I shouldn’t be surprised that Neil Gaiman’s latest offering, The Graveyard Book, is as good as it is. Many moons ago, when he and Terry Pratchett wrote Good Omens (which I’d also suggest you read), they captured the kids to a “T.” These weren’t a bunch of adults trapped in little bodies, nor were they a bunch of one-dimensional hellions. Nearly twenty years later, Gaiman delivers a book that’s properly “for” kids, though it’d be short-sighted to dismiss it as “just” kiddie lit. Adam Young, meet Nobody (“Bod”) Owens.
Much has been made of the book’s genesis in, and parallels with, Kipling’s Jungle Book, and the English major in me could probably while away the better part of an afternoon finding the parallels between the two. I’ll leave that to the folks over on Amazon, likewise leaving them their complaints that Kipling did it better. So much in literature–whether for adults or kids–cannibalizes so much of what came before that it seems silly sometimes to point out that really, Kipling did Kipling better. There’s satisfaction enough in reading The Graveyard Book on its, and its author’s, own merits.

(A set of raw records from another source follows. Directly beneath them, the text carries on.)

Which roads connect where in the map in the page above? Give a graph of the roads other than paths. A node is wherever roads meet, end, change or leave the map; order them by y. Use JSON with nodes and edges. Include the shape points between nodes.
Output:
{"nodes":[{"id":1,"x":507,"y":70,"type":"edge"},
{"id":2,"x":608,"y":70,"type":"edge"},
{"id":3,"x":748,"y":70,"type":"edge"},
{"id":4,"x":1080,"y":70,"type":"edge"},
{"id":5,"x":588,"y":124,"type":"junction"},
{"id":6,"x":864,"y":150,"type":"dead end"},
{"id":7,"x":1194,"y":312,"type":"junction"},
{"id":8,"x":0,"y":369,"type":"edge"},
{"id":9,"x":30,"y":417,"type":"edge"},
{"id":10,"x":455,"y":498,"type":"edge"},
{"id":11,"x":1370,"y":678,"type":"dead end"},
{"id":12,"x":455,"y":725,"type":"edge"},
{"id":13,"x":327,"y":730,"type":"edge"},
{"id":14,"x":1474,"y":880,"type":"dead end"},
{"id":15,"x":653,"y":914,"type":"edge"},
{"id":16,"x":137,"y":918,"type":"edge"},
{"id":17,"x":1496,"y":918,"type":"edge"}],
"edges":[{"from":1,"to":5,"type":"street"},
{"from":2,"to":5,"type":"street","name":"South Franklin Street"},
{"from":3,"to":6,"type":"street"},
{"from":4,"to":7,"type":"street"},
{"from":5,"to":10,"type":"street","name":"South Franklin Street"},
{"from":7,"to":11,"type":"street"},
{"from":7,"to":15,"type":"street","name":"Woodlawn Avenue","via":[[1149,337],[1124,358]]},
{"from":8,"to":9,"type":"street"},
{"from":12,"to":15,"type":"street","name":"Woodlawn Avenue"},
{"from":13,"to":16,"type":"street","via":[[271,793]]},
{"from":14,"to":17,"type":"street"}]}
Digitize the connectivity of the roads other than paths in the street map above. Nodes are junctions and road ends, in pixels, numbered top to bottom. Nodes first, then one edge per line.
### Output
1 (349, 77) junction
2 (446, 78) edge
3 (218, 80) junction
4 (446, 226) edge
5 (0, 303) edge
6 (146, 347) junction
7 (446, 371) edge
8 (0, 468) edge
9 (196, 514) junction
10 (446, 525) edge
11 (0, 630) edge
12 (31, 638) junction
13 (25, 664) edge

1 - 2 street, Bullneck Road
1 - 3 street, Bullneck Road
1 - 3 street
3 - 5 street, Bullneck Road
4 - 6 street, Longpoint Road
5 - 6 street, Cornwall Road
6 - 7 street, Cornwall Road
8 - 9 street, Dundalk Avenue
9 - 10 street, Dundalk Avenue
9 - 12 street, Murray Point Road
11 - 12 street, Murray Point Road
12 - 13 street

The book opens with the murders of three people. This takes place off-camera, in a manner of speaking, with an indirectness and discretion that could’ve been lifted whole from Hitchcock. Like Hitchcock, Gaiman leaves all the right things to the imagination, with an end result that gives more of a fright than it would’ve had he been more explicit. Then the infant who toddles away from the bloodbath ends up in a graveyard, sparking a debate over his fate ’til finally, Death herself decrees that the child should be allowed to live, raised by the mostly dead residents of the graveyard. The remainder of the book is a series of set pieces from different times in Nobody Owens’s life, each a new adventure and new lesson learned. As the stories unfold, then converge, the reader watches Bod grow first into his unique abilities, and then into his humanity, ’til he’s able to wear both comfortably.
While this is Bod’s coming-of-age story, in some sense it’s also about the growth of the graveyard’s other, long-dead personae. We don’t just watch Bod’s growth, we see the denizens of the graveyard come a bit more into themselves along the way as well. The Owenses, childless in life, learn parenting on the fly, and many of the others–besides Silas, Bod’s vampire guardian, there’s a motley collection of aristocrats, teachers, kids, a poet and even a stray witch–are left subtly changed even as they leave their mark on their young charge. True, we come to know and love Bod as the story unfolds; but the story’s end, when it comes, wouldn’t have the same poignancy or emotional heft had the author not also put considerable care into fleshing out (pardon the pun) the story’s other inhabitants.
Maybe it’s just me, but I don’t remember fiction for kids reading quite like this when I was of an age to read it. I mean, there must have been something out there beyond the few books of age-appropriate fiction I’d read and liked, but so much of it seemed… soft to me. And by “soft,” I mean in the sense that someone had filed down all the sharp edges and gotten rid of the untidy bits. They had, in other words, taken anything that might have rendered the work true to life out, leaving behind only the bland and inoffensive parts. That’s not to say that Gaiman sets out to offend, or that there’s anything even mildly objectionable to The Graveyard Book; but the author isn’t afraid to leave in all the untidiness of life, the awkwardness of growing up, and the mundane magic that comes from the discovery of the extraordinary ordinary through which we come into our own. There’s a lot to be said for the fact that the book’s best moments don’t come from Bod’s powers as someone with the Freedom of the Graveyard, but rather from the times he’s just being an ordinary kid–albeit often in some very extraordinary circumstances.
There’s nothing here to indicate that The Graveyard Book is one of a series, but as the book comes to a close, you rather hope that there will be more of Bod’s adventures to be told, or that Silas, his protector, might take someone else under his wing. It’s a deceptive book in its own way, small only from the outside; once you’re in, it’s an expansive, generous story. And yes, there are lessons to be learned here. But the lessons are delivered quietly, almost slyly, by a series of careful accidents rather than from a pulpit.